Using --fork on VEP?

Hello,

I am using Hail 0.2 to run VEP, and have added "--fork", "6", to my vep config .json. I have not done a lot of testing with VEP by itself but my understanding is that the fork option is generally recommended on modern processors. I could not even tell you if running VEP through Hail is actually faster with --fork - it seems like it is? It doesn’t crash too often, at least :slight_smile: But I have not had a lot of time/resources for performance tuning.

I am wondering if anyone here has experience doing this. It does not seem to be used very widely in the Hail community (based on the other VEP configs I’ve seen) but I haven’t checked extensively. Unfortunately I am not being very careful about executor CPU count vs. VEP CPU count - is this something I should be more concerned about?
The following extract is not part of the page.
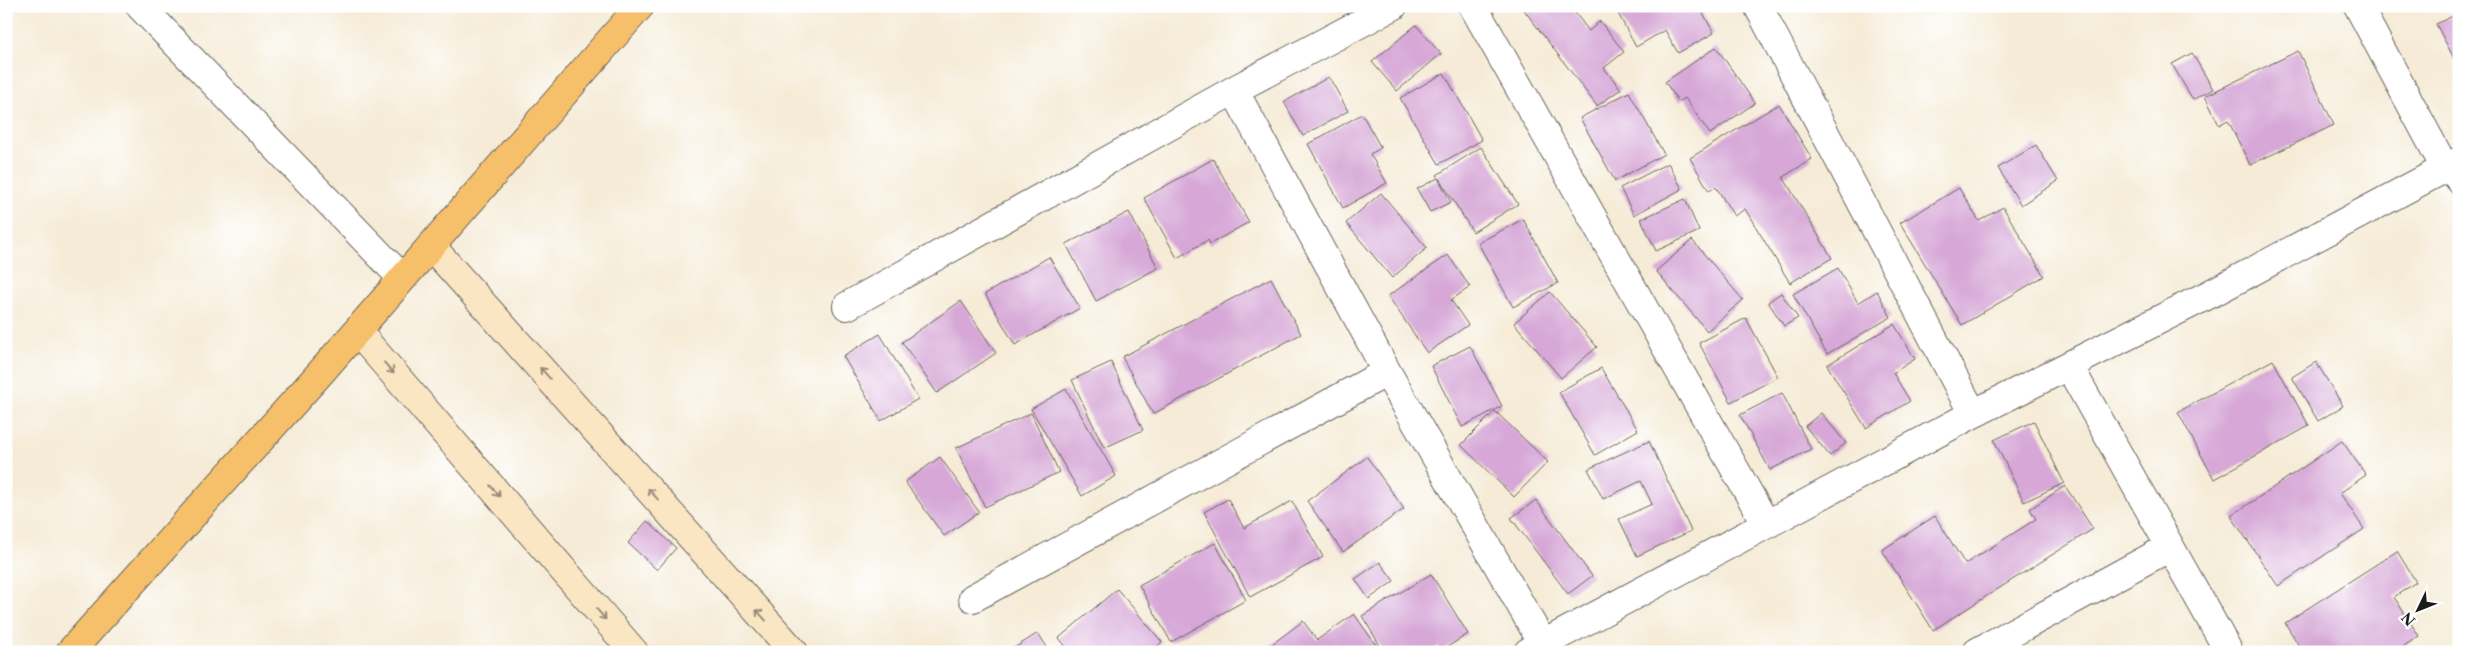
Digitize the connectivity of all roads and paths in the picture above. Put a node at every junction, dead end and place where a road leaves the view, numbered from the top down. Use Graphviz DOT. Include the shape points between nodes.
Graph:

It is also a bit opaque to me how this affects memory considerations. I am using yarn, and have had to twiddle quite a few settings to get --fork 6 to reliably work on larger datasets (oddly --fork 6 works reliably out-of-the-box on a single-sample VCF with a small cluster). Specifically I had to manually override the spark.executor.memoryOverhead default of 10% of executor memory so that yarn doesn’t shut down the container during VEP execution. I think VEP (considered by the JVM to be native) runs exclusively in that memoryOverhead, so if VEP is being multithreaded within a container then increasing the limit makes sense. 25% seems to work but maybe that’s too much.

Anyway, is there any general guidance about this?

I would expect this to slightly degrade performance, actually – Hail runs VEP in parallel already, launching VEP processes on each worker CPU. Since it’s already parallelized (and all CPUs are already busy), there’s little benefit to using additional threads.

Also, I hear you about the memory management pain. It’s not easy to configure this stuff.

Thanks! That makes sense - I thought maybe Hail was running one VEP process per executor but good to know that’s not the case. I will leave the option off by default.